Collected data entries
__________________________________________________

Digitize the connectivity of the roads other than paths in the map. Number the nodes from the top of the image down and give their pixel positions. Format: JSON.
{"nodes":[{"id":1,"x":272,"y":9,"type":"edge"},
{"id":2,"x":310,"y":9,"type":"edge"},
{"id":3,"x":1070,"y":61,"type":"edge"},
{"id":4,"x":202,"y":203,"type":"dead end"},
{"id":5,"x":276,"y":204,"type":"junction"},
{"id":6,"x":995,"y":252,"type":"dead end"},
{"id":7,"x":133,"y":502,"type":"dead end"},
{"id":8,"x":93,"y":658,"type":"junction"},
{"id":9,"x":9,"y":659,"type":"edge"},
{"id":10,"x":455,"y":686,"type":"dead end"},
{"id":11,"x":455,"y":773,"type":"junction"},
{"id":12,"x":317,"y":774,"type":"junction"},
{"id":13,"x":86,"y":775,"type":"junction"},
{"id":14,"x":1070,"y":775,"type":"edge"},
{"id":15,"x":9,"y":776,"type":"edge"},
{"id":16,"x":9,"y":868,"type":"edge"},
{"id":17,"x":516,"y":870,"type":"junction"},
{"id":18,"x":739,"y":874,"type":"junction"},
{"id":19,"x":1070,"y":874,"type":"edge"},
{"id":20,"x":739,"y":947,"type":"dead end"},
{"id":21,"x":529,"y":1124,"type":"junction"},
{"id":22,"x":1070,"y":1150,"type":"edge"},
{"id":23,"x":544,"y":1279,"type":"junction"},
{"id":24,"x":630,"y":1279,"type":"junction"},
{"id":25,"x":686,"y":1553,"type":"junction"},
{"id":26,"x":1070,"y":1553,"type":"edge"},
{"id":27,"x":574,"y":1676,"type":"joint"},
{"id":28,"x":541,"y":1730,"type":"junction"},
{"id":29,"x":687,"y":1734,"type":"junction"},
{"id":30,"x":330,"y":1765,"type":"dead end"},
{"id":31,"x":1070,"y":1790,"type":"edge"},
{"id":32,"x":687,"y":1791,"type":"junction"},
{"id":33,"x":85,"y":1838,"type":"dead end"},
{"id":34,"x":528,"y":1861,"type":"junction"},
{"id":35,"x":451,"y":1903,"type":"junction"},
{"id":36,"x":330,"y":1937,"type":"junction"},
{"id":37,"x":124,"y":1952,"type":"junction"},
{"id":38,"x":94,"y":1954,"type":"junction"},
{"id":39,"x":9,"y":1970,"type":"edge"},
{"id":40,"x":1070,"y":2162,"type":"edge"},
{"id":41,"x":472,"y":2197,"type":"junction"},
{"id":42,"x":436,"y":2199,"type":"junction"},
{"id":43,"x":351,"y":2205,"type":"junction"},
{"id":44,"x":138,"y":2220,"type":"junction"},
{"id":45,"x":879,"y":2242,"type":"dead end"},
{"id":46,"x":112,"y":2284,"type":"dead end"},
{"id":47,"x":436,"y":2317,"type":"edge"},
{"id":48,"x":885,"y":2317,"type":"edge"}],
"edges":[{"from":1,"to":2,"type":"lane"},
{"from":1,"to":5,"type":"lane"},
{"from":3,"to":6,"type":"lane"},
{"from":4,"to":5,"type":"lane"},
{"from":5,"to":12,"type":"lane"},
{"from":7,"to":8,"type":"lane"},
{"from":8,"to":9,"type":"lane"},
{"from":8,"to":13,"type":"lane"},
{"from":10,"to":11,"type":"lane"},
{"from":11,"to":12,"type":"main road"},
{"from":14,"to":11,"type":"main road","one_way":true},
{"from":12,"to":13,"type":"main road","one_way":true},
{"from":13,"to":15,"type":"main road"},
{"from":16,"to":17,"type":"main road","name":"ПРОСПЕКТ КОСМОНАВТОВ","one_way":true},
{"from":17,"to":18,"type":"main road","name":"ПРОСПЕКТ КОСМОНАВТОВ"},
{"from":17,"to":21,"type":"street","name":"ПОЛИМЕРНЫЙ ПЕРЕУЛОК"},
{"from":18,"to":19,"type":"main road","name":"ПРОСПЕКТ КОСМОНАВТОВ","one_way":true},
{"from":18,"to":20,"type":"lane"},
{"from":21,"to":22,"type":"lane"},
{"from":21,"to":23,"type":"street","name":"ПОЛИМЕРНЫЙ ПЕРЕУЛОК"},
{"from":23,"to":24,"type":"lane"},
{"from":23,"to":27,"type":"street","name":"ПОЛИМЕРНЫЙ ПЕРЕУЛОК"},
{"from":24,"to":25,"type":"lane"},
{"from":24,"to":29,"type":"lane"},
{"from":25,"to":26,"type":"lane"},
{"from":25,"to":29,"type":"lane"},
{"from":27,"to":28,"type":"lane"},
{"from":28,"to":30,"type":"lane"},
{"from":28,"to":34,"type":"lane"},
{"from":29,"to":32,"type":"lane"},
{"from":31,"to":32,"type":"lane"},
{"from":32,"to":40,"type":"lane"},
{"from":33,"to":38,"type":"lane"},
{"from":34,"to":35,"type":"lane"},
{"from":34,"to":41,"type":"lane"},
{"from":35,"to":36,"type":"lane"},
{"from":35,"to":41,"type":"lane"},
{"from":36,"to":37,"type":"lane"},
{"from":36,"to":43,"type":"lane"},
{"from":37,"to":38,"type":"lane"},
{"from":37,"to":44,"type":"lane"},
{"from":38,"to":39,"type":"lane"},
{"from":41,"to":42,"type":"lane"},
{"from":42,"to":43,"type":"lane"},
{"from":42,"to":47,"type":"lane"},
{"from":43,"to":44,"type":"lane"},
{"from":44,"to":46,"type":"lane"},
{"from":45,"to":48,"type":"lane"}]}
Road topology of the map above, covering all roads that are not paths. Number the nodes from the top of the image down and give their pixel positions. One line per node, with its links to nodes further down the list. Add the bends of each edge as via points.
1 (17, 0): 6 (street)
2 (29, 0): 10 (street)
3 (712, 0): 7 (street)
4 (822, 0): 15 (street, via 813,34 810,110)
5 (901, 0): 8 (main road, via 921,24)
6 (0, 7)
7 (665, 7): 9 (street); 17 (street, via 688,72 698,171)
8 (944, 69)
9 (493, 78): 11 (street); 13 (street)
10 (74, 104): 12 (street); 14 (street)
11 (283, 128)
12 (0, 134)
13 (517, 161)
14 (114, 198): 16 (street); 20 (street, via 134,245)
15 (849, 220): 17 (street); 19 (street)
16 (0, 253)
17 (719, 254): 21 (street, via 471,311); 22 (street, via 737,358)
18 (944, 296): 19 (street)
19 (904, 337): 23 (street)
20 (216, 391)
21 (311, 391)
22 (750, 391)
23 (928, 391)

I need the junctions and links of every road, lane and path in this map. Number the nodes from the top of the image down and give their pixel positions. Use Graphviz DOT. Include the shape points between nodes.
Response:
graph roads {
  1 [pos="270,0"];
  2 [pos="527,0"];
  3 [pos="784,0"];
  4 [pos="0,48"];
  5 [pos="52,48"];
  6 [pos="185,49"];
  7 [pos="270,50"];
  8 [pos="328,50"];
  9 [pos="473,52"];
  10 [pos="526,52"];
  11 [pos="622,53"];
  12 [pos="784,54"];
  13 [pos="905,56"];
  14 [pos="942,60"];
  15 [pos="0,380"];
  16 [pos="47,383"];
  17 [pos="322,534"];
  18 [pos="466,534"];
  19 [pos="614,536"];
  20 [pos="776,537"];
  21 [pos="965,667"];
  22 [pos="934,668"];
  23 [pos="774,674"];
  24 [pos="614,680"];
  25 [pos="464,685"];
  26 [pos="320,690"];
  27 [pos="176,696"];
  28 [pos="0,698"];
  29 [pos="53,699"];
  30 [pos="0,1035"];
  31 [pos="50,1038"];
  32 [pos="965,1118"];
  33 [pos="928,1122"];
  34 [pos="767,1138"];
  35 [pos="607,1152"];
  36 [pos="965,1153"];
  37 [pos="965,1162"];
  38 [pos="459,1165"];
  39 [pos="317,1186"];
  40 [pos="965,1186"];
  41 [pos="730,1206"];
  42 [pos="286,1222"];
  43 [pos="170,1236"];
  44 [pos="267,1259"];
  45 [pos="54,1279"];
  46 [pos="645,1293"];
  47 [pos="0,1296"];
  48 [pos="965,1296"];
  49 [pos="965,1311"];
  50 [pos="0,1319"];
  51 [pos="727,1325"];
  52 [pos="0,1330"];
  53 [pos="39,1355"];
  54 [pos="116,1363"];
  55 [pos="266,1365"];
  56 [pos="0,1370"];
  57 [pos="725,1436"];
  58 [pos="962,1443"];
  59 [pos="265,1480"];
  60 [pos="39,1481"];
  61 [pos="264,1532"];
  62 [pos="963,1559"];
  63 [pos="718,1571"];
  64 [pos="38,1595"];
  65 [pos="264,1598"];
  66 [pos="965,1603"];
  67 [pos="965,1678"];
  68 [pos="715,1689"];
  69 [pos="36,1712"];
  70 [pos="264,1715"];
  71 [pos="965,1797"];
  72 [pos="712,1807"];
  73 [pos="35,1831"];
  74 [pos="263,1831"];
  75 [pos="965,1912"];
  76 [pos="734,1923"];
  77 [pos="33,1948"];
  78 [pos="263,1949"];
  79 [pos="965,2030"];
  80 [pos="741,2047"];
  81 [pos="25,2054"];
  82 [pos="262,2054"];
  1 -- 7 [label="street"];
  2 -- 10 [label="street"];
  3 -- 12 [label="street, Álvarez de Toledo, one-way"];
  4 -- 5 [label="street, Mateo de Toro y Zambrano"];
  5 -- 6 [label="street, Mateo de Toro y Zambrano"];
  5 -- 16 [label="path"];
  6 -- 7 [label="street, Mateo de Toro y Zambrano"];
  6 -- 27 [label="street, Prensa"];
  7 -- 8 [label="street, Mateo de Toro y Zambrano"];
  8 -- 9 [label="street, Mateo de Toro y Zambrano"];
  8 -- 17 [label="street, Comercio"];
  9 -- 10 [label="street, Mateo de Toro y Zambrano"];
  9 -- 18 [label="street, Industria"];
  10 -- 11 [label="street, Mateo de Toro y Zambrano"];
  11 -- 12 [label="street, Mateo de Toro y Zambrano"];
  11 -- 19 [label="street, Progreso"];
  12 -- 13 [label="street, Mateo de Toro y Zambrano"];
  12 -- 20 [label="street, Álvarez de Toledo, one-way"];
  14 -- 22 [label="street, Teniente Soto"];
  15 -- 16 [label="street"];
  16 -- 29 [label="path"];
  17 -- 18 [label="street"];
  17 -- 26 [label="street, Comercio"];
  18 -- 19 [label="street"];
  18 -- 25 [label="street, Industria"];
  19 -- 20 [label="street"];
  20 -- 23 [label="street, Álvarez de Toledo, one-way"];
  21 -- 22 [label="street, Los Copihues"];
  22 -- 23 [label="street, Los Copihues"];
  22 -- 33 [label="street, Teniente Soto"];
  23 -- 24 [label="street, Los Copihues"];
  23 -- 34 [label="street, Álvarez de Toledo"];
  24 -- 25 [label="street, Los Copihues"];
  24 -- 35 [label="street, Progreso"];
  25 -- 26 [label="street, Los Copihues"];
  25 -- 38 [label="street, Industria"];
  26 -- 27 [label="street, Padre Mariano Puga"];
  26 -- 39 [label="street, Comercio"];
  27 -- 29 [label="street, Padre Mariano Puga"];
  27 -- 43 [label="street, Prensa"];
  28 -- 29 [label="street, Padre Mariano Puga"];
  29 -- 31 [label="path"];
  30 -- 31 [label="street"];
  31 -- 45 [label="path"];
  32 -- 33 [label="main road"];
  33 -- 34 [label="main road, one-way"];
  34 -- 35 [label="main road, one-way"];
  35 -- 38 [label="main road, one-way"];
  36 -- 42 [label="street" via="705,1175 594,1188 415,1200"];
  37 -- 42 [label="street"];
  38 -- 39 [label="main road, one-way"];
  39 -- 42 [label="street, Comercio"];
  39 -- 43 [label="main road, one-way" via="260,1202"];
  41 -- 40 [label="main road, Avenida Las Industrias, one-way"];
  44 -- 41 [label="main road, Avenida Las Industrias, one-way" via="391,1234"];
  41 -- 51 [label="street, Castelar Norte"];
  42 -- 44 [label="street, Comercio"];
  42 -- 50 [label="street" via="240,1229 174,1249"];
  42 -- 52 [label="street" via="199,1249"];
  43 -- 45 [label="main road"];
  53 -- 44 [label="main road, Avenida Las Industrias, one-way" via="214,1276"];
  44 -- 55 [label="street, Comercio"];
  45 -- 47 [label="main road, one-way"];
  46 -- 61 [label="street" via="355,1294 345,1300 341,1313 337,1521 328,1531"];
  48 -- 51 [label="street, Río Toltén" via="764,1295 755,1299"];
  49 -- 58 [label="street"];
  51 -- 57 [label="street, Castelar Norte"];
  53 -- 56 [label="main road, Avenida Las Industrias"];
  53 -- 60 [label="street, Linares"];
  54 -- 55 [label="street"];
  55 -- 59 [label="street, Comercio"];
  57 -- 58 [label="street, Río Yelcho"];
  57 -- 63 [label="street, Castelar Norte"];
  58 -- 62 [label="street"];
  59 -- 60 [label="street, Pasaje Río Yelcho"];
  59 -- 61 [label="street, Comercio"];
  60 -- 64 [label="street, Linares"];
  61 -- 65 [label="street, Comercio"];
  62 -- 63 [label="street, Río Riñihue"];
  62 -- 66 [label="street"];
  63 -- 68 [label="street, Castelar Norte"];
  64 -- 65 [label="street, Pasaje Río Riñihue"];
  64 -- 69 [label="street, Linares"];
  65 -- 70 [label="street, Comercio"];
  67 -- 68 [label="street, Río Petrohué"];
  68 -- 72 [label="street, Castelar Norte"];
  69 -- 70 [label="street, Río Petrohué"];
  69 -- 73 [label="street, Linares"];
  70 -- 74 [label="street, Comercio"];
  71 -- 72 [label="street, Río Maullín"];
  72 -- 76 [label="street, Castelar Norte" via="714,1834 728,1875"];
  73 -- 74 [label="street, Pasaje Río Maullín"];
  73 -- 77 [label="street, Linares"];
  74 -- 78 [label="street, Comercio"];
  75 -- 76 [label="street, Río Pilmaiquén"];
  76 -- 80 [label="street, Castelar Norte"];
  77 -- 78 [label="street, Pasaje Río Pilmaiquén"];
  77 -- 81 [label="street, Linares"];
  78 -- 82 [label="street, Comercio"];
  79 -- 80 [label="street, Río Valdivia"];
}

__________________________________________________

- Assignment
Restate word for word only the lines above from the line containing "Road topology of" to the line containing "I need the junctions", both of them included.

- Solution
Road topology of the map above, covering all roads that are not paths. Number the nodes from the top of the image down and give their pixel positions. One line per node, with its links to nodes further down the list. Add the bends of each edge as via points.
1 (17, 0): 6 (street)
2 (29, 0): 10 (street)
3 (712, 0): 7 (street)
4 (822, 0): 15 (street, via 813,34 810,110)
5 (901, 0): 8 (main road, via 921,24)
6 (0, 7)
7 (665, 7): 9 (street); 17 (street, via 688,72 698,171)
8 (944, 69)
9 (493, 78): 11 (street); 13 (street)
10 (74, 104): 12 (street); 14 (street)
11 (283, 128)
12 (0, 134)
13 (517, 161)
14 (114, 198): 16 (street); 20 (street, via 134,245)
15 (849, 220): 17 (street); 19 (street)
16 (0, 253)
17 (719, 254): 21 (street, via 471,311); 22 (street, via 737,358)
18 (944, 296): 19 (street)
19 (904, 337): 23 (street)
20 (216, 391)
21 (311, 391)
22 (750, 391)
23 (928, 391)

I need the junctions and links of every road, lane and path in this map. Number the nodes from the top of the image down and give their pixel positions. Use Graphviz DOT. Include the shape points between nodes.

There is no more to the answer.